*Stored items*
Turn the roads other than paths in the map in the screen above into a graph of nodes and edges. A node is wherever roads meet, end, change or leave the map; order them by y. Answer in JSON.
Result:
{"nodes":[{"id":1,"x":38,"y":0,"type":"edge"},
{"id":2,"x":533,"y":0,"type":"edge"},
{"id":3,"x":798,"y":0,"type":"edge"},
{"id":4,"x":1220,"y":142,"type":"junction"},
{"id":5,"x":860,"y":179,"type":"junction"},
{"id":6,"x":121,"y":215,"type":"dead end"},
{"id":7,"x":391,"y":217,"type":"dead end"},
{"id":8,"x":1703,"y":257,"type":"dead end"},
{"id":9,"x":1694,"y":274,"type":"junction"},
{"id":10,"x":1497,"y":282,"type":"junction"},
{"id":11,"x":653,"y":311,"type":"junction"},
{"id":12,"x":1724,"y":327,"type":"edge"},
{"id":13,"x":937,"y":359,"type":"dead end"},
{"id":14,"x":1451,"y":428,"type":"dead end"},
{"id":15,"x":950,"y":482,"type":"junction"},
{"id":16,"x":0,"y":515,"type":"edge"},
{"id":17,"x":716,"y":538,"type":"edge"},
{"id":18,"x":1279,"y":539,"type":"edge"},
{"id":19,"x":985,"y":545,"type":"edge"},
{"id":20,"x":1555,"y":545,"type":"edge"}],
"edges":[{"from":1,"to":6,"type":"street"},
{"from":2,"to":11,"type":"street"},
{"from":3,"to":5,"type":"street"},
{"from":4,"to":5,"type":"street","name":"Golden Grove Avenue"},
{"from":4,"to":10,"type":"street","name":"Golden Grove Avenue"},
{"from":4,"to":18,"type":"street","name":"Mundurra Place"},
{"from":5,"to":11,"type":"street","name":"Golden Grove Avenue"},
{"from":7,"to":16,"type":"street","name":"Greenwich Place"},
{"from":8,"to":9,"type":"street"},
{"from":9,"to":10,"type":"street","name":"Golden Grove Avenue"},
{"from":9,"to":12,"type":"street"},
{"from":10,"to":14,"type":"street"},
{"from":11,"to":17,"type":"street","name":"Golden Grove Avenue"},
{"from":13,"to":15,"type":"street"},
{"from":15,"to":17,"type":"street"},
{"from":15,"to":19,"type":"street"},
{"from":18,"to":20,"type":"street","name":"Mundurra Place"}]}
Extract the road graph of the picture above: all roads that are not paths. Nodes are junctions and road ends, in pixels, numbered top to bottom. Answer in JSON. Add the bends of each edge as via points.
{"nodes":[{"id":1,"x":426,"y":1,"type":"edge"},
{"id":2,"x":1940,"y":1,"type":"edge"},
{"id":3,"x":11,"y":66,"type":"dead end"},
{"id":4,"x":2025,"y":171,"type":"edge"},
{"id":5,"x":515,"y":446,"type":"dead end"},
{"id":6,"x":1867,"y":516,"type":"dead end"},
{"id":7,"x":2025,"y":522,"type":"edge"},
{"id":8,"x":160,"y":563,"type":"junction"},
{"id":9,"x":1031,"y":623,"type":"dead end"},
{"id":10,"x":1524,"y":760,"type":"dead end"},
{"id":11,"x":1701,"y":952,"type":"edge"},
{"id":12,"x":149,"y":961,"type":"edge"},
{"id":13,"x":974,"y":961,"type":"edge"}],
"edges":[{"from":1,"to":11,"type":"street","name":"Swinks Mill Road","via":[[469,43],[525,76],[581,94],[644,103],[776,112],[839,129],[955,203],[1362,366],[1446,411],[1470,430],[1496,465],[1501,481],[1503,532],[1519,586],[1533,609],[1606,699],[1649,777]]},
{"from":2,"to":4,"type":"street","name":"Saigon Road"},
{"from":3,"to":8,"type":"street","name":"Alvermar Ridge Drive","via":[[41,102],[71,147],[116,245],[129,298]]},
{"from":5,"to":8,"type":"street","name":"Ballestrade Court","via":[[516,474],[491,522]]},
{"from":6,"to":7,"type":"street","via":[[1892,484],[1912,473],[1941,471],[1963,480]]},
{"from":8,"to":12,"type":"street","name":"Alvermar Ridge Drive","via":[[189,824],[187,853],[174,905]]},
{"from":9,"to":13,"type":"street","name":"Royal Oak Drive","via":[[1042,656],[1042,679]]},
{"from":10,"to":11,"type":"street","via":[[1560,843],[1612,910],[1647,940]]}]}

*Work instruction*
From the records above, return each line where "Answer" occurs.

*Written response*
Turn the roads other than paths in the map in the screen above into a graph of nodes and edges. A node is wherever roads meet, end, change or leave the map; order them by y. Answer in JSON.
Extract the road graph of the picture above: all roads that are not paths. Nodes are junctions and road ends, in pixels, numbered top to bottom. Answer in JSON. Add the bends of each edge as via points.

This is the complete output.